For more information on why so many employers are transitioning to self-funding, review the infographic below.


shift to self-funding

Catastrophic Conditions and the Benefits of Stop Loss Protection

Catastrophic Claims and Stop-LossA self-funded employee benefit plan offers customization and flexibility that inherently allow an employer to directly manage the overall costs of its plan. Such elements as case management, proper eligibility and coordination of benefits administration, and custom out-of-network claim negotiations are all elements of a successfully managed self-funded plan that can reduce costs without reducing benefits. Despite the very best plan management, however, no plan can avoid catastrophic claims. There are ways for self-funded plans to mitigate the impact of even these costly impacters, however.

A layer of stop-loss insurance can be added to a self-funded plan to provide this additional financial protection. Stop-loss is a product that provides protection for self-funded plans by serving as a reimbursement mechanism for catastrophic claims exceeding pre-determined levels. Stop-loss insurance can benefit groups that are not large to spread their financial risk across their full populations.

Stop-loss coverage may be purchased in either specific and/or aggregate policies.

  • Specific stop-loss provides protection for the employer against a high claim on any one individual.
  • Aggregate stop-loss provides a maximum limit on the total dollar amount payable for all eligible expenses that an employer would pay during a contract period.

An expert third party administrator (TPA) can work with an employer and/or its broker to review claims history, current diagnoses, and prospective plan costs using sophisticated predictive modeling techniques to determine the most appropriate stop loss protection needed for the plan year. A determination of necessary stop-loss coverage takes into consideration the estimated costs of catastrophic conditions and disease states, among other factors.

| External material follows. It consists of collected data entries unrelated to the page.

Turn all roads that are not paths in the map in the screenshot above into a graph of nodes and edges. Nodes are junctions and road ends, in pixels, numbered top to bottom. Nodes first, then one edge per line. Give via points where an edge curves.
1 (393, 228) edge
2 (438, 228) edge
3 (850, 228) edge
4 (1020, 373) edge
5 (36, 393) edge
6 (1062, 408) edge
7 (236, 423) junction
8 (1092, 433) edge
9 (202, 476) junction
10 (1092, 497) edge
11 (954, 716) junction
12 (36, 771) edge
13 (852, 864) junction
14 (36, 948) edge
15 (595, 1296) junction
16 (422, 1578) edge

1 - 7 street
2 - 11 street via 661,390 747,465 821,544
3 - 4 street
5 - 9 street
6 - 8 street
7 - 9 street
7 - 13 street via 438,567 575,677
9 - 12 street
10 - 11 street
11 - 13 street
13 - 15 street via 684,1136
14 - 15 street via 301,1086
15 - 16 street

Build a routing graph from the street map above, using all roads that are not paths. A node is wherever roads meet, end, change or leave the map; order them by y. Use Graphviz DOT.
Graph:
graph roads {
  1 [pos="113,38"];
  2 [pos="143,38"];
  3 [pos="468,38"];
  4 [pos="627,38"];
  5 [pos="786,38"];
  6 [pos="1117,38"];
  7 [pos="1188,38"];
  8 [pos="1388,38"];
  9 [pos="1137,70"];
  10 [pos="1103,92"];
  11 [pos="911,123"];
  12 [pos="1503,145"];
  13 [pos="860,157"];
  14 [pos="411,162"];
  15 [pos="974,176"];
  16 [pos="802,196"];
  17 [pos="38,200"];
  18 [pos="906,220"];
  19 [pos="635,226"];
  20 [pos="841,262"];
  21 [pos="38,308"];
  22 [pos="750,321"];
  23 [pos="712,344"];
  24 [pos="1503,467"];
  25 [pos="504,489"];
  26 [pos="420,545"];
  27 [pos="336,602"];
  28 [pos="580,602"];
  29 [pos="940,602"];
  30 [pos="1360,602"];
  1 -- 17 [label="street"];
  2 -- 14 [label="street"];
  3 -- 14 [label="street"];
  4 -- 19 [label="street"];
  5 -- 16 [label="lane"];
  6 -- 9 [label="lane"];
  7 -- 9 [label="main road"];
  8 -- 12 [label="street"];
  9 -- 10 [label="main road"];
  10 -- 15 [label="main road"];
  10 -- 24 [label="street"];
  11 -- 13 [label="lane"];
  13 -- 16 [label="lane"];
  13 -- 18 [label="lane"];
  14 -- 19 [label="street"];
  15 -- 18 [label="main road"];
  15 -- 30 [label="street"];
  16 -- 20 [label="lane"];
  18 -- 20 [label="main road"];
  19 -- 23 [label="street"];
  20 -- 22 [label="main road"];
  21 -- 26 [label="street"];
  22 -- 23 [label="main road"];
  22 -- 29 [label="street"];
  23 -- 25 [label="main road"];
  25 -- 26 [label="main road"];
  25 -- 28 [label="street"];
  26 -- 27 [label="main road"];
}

A recent report from Sun Life Financial reveals that cancer remains the costliest disease currently impacting self-funded plans in the United States. According to Sun Life Financial, cancer accounted for more than 25 percent of the reimbursements it paid out during a four-year research period. In addition to the high cost of cancer claims, according to Sun Life Financial, end-stage renal disease accounted for 33.5 percent of its total reimbursement costs during the same time period.

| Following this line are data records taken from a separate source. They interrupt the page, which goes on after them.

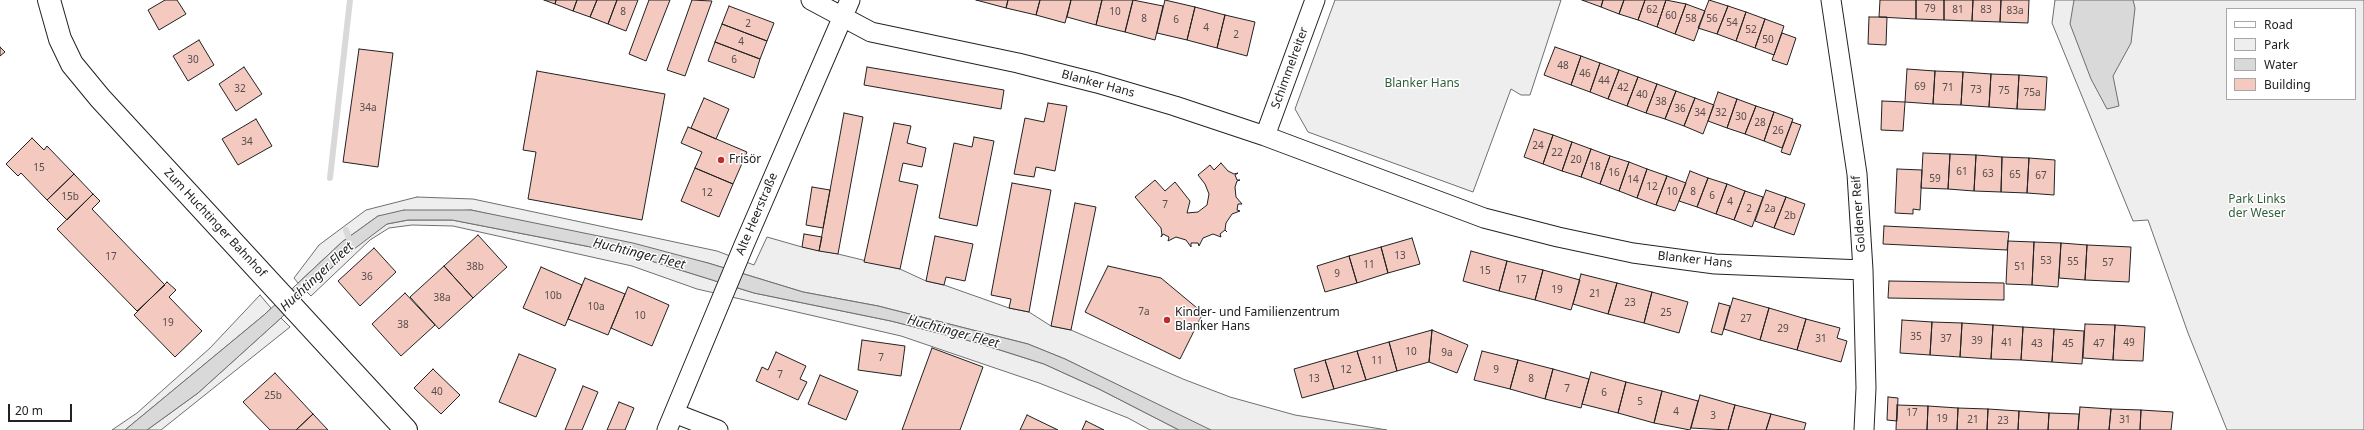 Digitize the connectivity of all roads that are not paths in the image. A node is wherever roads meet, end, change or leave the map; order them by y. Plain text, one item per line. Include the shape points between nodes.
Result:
1 (49, 0) edge
2 (811, 0) edge
3 (850, 0) edge
4 (1315, 0) edge
5 (1831, 0) edge
6 (843, 17) junction
7 (1265, 136) junction
8 (1863, 270) junction
9 (671, 422) edge
10 (406, 430) edge
11 (718, 430) edge
12 (1864, 430) edge

1 - 10 street, Zum Huchtinger Bahnhof via 60,39 72,64 133,135
2 - 6 street, Blanker Hans
3 - 6 street, Alte Heerstraße
4 - 7 street, Schimmelreiter
5 - 8 street, Goldener Reif via 1857,174
6 - 7 street, Blanker Hans via 871,32 1018,63 1097,83
6 - 9 street, Alte Heerstraße via 734,268
7 - 8 street, Blanker Hans via 1484,218 1566,239 1633,254 1715,264
8 - 12 street, Goldener Reif via 1866,388
9 - 11 street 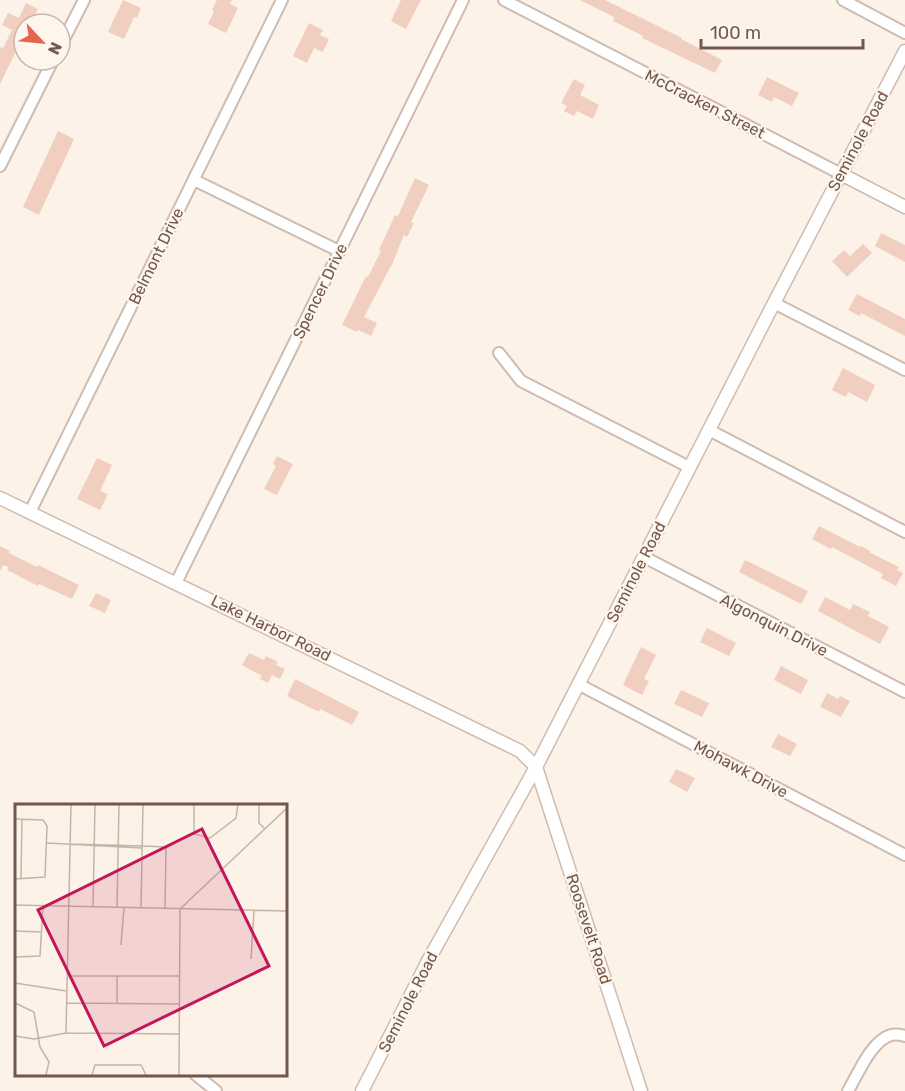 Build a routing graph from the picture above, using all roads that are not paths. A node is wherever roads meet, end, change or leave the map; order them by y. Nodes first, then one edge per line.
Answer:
1 (84, 0) edge
2 (282, 0) edge
3 (463, 0) edge
4 (504, 0) edge
5 (843, 0) edge
6 (72, 24) edge
7 (905, 33) edge
8 (905, 51) edge
9 (47, 72) edge
10 (0, 166) edge
11 (841, 174) junction
12 (194, 180) junction
13 (905, 207) edge
14 (339, 251) junction
15 (774, 303) junction
16 (500, 353) dead end
17 (905, 370) edge
18 (709, 430) junction
19 (689, 467) junction
20 (0, 498) edge
21 (30, 512) junction
22 (905, 532) edge
23 (644, 557) junction
24 (176, 583) junction
25 (578, 684) junction
26 (905, 692) edge
27 (536, 767) junction
28 (905, 855) edge
29 (905, 1036) edge
30 (197, 1076) edge
31 (216, 1091) edge
32 (362, 1091) edge
33 (642, 1091) edge
34 (848, 1091) edge

1 - 6 street
2 - 12 street, Belmont Drive
3 - 14 street, Spencer Drive
4 - 11 street, McCracken Street
5 - 7 street
8 - 11 street, Seminole Road
9 - 10 street
11 - 13 street, McCracken Street
11 - 15 street, Seminole Road
12 - 14 street
12 - 21 street, Belmont Drive
14 - 24 street, Spencer Drive
15 - 17 street
15 - 18 street, Seminole Road
16 - 19 street
18 - 19 street, Seminole Road
18 - 22 street
19 - 23 street, Seminole Road
20 - 21 street, Lake Harbor Road
21 - 24 street, Lake Harbor Road
23 - 25 street, Seminole Road
23 - 26 street, Algonquin Drive
24 - 27 street, Lake Harbor Road
25 - 27 street, Seminole Road
25 - 28 street, Mohawk Drive
27 - 32 street, Seminole Road
27 - 33 street, Roosevelt Road
29 - 34 street
30 - 31 street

The report also identified the financial impact of intravenous medications. According to the report, in 2014 alone, intravenous medications accounted for 13 percent of total paid stop-loss claims, with the top 20 intravenous medications representing 65 percent of the total cost of intravenous medications administered for catastrophic claims conditions, many of which were used to treat cancers.

Patients whose claims exceed $1 million can be hugely impactful to employers of any size. According to the report, cancer, congenital anomalies, and premature births are the conditions that most frequently result in patients exceeding the $1 million claim level.

Self-funded organizations not currently protecting their health plan with stop-loss insurance should speak with their TPA to determine if specific and/or aggregate coverage may be a beneficial element of an overall cost-mitigation strategy. An analysis of current diagnoses and predictive modeling techniques can help to prognosticate the potential impact of such catastrophic conditions as cancers or end stage renal disease and can result in strategic recommendations for maximum protection.